Three hexachlorobiphenyl isomers, 2,2',4,4',5,5'-hexachlorobiphenyl (I), 2,2',3,3',4,4'-hexachlorobiphenyl (II) and 2,2',3,4,4',5'-hexachlorobiphenyl (III), have been administered to rats and the effects of these three compounds upon hepatic microsomal drug metabolism and upon hepatic porphyrins have been studied. Comparisons have been made with hexachlorobenzen and a commercial polychlorinated biphenyl mixture, Aroclor 1254. From measurements of activities of microsomal drug oxidations in vitro, the durations of pharmacological actions of certain drugs in vivo and spectral shifts associated with cytochrome P-450 it is shown that the three pure hexachlorobiphenyl isomers initially produce changes in hepatic microsomal activity which resemble those seen after treatment with phenobarbitone (PB). In contrast, following chronic feeding of the isomers, compounds II and III but not I produce a pattern of hepatic microsomal enzyme activity which shows some characteristics of the 3-methylcholanthene (3-MC) and some characteristics of the phenobarbitone classes of inducer.

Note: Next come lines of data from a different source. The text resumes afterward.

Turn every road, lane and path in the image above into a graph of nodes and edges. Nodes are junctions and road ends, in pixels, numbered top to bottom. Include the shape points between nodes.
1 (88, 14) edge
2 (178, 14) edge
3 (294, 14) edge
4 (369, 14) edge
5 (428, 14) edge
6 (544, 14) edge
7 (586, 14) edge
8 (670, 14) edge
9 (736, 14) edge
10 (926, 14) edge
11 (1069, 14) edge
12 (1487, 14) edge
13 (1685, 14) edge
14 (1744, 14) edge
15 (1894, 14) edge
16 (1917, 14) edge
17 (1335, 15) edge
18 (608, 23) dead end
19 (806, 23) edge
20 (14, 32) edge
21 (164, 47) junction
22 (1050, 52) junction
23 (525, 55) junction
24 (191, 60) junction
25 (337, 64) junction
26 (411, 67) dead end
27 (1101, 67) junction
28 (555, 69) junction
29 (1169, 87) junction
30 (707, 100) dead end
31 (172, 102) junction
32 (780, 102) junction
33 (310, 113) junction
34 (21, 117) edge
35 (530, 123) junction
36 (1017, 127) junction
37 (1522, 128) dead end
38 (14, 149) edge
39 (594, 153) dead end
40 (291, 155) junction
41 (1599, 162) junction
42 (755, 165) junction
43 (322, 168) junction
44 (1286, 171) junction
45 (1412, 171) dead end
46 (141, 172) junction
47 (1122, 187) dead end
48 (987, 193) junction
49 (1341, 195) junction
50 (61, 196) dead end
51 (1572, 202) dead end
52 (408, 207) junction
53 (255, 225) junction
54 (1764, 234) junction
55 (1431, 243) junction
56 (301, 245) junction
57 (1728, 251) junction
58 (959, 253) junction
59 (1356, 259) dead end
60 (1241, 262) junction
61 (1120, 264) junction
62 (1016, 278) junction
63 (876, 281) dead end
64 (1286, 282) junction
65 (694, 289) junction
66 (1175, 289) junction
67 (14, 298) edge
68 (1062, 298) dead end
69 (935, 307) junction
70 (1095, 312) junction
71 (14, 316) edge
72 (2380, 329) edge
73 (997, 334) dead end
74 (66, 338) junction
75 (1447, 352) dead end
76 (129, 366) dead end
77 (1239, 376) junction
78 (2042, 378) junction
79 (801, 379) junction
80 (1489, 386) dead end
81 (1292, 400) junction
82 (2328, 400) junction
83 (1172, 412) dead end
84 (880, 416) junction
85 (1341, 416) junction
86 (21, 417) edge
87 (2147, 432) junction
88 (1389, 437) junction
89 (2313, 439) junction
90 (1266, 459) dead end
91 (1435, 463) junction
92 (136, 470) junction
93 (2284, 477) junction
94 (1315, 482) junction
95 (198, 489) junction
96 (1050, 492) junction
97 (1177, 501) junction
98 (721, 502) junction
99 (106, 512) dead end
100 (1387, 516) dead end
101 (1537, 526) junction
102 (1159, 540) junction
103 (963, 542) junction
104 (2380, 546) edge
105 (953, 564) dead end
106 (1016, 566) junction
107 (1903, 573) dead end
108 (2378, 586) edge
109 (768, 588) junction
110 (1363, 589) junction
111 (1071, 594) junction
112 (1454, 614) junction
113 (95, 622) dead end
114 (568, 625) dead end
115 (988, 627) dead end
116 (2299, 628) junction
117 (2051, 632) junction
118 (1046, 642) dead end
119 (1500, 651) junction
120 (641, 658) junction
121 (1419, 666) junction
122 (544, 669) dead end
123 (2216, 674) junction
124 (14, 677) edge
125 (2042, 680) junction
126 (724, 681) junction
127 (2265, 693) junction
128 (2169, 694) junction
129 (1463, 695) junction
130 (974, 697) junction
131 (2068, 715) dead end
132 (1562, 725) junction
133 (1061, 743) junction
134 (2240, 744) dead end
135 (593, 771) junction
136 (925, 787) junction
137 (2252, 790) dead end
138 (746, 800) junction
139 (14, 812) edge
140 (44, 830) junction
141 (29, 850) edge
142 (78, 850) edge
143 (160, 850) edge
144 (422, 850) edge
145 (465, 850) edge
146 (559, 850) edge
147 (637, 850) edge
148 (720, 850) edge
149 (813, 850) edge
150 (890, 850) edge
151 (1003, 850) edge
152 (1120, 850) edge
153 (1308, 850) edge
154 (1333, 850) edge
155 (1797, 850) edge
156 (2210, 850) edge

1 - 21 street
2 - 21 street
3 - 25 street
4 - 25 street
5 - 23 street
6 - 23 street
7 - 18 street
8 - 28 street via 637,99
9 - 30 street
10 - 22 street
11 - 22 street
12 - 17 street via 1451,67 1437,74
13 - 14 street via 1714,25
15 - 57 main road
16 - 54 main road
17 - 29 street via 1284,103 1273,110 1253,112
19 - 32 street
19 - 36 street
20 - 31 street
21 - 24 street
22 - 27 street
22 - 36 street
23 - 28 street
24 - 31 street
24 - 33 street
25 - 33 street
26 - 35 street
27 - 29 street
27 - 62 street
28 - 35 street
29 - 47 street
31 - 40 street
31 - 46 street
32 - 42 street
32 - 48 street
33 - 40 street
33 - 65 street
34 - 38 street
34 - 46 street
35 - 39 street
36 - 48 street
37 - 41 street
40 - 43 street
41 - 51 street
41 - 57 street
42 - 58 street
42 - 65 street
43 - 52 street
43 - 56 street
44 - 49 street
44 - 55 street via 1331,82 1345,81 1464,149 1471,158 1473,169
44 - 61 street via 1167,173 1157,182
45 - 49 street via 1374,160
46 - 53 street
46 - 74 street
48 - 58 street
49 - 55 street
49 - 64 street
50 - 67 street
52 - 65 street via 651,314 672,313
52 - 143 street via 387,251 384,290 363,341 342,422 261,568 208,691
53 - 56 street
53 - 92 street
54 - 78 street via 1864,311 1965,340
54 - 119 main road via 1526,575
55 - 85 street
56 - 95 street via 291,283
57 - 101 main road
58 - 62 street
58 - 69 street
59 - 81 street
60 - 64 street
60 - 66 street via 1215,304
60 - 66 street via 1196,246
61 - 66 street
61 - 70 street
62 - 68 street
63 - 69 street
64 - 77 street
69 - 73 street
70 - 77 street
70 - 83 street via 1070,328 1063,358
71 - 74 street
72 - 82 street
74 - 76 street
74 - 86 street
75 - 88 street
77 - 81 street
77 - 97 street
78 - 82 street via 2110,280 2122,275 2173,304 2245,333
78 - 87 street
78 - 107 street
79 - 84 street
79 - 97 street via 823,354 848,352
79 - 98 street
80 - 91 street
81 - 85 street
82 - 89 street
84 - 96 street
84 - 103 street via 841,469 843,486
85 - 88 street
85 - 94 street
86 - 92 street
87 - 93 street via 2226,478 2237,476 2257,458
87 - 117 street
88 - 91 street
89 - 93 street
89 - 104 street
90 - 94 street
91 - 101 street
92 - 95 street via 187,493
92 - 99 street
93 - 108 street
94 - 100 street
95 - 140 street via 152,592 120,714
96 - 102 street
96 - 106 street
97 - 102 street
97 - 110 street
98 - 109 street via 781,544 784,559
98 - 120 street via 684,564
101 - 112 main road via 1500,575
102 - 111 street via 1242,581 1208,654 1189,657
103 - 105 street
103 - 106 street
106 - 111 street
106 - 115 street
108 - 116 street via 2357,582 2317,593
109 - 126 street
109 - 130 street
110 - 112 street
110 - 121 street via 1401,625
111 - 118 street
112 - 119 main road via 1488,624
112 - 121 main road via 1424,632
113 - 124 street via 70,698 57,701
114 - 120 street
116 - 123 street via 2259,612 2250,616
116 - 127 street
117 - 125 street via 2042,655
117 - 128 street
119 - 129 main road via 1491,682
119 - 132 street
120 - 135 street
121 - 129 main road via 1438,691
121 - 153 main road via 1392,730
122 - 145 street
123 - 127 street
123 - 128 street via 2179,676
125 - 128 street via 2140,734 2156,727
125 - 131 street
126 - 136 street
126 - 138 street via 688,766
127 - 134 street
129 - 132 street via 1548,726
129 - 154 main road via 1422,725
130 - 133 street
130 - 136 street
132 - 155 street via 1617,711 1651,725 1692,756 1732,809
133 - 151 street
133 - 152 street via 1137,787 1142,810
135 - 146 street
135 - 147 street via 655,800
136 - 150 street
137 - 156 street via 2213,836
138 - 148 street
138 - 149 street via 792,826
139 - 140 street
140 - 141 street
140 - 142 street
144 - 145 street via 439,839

Also, compounds II and III, but not I, cause accumulation in the liver of porphyrins containing either seven or eight carboxyl groups. These two responses are similar to those observed following hexachlorobenzene treatment and suggest that a relationship may exist between the mixed pattern of enzyme induction and the onset of hepatic porphyrin accumulation.